Across the board, Invirase levels increased substantially when used with SPI-452. Single-dose SPI-452, combined with Invirase, was also reported to be safe and well tolerated; no serious adverse effects were reported. Headache and sore throat were the two most common side effects documented in the study.

Study 0452-002, involving 67 HIV-negative individuals, evaluated multiple doses of SPI-452 in combination with the protease inhibitors Prezista (darunavir) and Reyataz (atazanavir). SPI-452 significantly increased blood levels of the protease inhibitors, ranging from a 13-fold increase in Reyataz blood levels to a 37-fold increase in Prezista blood levels.

SPI-452 was generally safe and well tolerated when dosed up to 200 mg once daily for 15 days. No volunteers discontinued the study because of the study drug, and no serious side effects were reported. Of the side effects reported in the study, the most common were headache, nausea, vomiting and diarrhea.

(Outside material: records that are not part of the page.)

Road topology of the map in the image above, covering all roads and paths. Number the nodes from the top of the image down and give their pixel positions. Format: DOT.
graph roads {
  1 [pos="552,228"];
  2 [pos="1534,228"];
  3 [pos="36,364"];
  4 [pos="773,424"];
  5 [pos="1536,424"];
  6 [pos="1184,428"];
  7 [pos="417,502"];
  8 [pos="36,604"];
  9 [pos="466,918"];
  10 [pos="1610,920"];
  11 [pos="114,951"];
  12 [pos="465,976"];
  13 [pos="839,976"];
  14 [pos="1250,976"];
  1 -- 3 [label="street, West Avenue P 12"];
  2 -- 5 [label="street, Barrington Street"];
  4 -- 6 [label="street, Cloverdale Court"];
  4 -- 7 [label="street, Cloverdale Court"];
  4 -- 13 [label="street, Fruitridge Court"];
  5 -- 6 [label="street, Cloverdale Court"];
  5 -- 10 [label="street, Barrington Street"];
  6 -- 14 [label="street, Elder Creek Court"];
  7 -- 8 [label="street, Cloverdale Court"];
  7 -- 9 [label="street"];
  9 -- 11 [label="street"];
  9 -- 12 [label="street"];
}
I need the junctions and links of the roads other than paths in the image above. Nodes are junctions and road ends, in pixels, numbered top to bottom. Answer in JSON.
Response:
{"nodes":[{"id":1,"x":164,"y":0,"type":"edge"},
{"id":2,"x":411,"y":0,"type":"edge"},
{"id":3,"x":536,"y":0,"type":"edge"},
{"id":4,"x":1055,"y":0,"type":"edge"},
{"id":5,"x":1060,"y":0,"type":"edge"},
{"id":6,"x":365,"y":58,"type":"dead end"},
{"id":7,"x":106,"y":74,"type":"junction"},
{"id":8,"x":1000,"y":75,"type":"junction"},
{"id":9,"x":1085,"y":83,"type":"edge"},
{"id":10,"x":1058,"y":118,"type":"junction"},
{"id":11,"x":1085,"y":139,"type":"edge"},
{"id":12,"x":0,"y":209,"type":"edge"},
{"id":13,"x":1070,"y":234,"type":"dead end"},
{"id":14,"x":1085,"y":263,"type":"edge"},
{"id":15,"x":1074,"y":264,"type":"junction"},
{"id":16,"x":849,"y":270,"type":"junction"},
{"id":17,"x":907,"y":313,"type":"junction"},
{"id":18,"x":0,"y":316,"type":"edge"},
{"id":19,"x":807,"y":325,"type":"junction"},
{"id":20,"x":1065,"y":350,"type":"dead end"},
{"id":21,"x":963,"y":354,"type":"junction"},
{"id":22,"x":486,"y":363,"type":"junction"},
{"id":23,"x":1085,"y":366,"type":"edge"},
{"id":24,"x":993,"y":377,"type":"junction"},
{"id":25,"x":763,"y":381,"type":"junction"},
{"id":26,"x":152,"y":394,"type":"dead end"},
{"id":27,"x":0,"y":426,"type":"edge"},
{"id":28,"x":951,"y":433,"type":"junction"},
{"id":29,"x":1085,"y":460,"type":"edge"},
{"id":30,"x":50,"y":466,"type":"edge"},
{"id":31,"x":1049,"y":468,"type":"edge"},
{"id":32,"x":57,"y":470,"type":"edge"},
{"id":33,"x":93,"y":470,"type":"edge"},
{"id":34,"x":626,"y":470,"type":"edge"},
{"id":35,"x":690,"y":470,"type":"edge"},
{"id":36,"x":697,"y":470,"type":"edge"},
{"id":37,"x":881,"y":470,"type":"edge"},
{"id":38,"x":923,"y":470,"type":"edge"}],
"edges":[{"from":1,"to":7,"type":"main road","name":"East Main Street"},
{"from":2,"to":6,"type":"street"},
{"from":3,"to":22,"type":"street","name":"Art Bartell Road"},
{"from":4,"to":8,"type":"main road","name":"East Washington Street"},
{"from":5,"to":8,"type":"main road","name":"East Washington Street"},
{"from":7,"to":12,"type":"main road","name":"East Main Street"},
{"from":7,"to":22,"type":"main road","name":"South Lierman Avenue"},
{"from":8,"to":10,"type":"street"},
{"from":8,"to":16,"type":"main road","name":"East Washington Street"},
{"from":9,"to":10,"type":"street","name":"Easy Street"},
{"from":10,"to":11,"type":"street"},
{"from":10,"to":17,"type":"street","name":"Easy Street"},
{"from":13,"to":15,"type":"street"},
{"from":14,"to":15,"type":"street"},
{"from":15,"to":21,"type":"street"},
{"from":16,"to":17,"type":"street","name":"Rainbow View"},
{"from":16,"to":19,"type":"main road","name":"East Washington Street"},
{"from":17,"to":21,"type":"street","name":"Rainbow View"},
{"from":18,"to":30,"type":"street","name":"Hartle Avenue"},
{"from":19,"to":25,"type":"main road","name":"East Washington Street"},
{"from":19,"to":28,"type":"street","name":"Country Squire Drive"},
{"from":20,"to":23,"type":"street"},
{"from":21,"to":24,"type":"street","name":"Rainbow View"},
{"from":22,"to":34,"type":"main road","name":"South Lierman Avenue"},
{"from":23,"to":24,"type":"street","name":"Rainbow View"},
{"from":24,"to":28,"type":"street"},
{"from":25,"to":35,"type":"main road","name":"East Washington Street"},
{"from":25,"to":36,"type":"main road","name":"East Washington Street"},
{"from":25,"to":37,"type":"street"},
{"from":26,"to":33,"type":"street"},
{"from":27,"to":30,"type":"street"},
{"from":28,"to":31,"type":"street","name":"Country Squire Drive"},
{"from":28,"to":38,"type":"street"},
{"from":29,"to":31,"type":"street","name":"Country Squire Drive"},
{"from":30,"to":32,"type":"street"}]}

Furthermore, there were no statistically significant changes in triglyceride and “bad” LDL cholesterol levels in volunteers receiving SPI-452 compared with the placebo.

Studies of GS 9350 and SPI-452, involving HIV-positive people, are planned. 

Clarification (2/13/09): Gilead Sciences has informed AIDSmeds.com that it plans to study GS 9350 in combination with protease inhibitors manufactured by other pharmaceutical companies and that it has recently initiated a study with Bristol-Myers Squibb’s Reyataz (atazanavir).